TASK TO COMPLETE: Wherever the line with "exch dup neg" sits in the listing below, transcribe from it up to and including the line with "gsave x y translate w h scale", exactly, and leave the remaining lines out.

▬▬▬

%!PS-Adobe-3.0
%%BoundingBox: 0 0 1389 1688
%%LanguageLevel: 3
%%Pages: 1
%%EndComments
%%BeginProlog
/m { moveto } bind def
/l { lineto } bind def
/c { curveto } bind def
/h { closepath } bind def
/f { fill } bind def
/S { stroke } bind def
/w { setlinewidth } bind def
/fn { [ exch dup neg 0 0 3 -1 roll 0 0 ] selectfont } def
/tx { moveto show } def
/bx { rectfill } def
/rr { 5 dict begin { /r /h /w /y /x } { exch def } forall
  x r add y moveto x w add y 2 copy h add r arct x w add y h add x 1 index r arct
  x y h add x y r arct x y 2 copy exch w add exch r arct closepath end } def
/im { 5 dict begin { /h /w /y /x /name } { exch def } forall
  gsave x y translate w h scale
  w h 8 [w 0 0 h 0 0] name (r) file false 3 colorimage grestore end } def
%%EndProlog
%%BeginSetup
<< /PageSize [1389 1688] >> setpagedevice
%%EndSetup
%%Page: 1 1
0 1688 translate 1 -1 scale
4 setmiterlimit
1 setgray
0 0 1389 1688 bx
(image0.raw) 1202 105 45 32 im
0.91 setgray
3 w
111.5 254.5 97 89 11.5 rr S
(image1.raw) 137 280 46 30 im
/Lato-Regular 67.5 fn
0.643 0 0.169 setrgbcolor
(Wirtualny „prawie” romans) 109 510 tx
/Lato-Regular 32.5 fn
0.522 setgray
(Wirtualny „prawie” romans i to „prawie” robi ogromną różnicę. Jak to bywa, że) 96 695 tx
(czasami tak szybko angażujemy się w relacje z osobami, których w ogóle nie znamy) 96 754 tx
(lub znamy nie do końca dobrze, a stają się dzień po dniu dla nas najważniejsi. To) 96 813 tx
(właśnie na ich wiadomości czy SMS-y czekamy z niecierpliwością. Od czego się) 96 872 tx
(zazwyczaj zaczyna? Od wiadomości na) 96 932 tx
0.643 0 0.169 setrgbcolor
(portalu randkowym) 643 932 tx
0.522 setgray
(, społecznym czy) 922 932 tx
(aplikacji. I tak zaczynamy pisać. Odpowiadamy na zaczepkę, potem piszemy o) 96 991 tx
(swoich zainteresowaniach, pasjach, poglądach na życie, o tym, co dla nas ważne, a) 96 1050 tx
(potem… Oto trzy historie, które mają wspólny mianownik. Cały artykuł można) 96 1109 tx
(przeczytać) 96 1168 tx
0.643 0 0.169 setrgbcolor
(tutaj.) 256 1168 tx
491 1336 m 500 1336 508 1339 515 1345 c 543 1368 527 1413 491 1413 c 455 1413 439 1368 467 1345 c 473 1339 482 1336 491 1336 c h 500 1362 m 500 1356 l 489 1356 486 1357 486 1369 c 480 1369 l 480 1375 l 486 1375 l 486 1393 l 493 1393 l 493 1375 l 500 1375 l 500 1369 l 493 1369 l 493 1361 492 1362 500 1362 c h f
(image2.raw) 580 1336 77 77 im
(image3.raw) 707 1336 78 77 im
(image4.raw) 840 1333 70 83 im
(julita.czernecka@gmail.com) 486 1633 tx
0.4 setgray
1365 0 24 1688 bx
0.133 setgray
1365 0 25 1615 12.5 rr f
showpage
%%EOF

▬▬▬

TASK ANSWER:
/fn { [ exch dup neg 0 0 3 -1 roll 0 0 ] selectfont } def
/tx { moveto show } def
/bx { rectfill } def
/rr { 5 dict begin { /r /h /w /y /x } { exch def } forall
  x r add y moveto x w add y 2 copy h add r arct x w add y h add x 1 index r arct
  x y h add x y r arct x y 2 copy exch w add exch r arct closepath end } def
/im { 5 dict begin { /h /w /y /x /name } { exch def } forall
  gsave x y translate w h scale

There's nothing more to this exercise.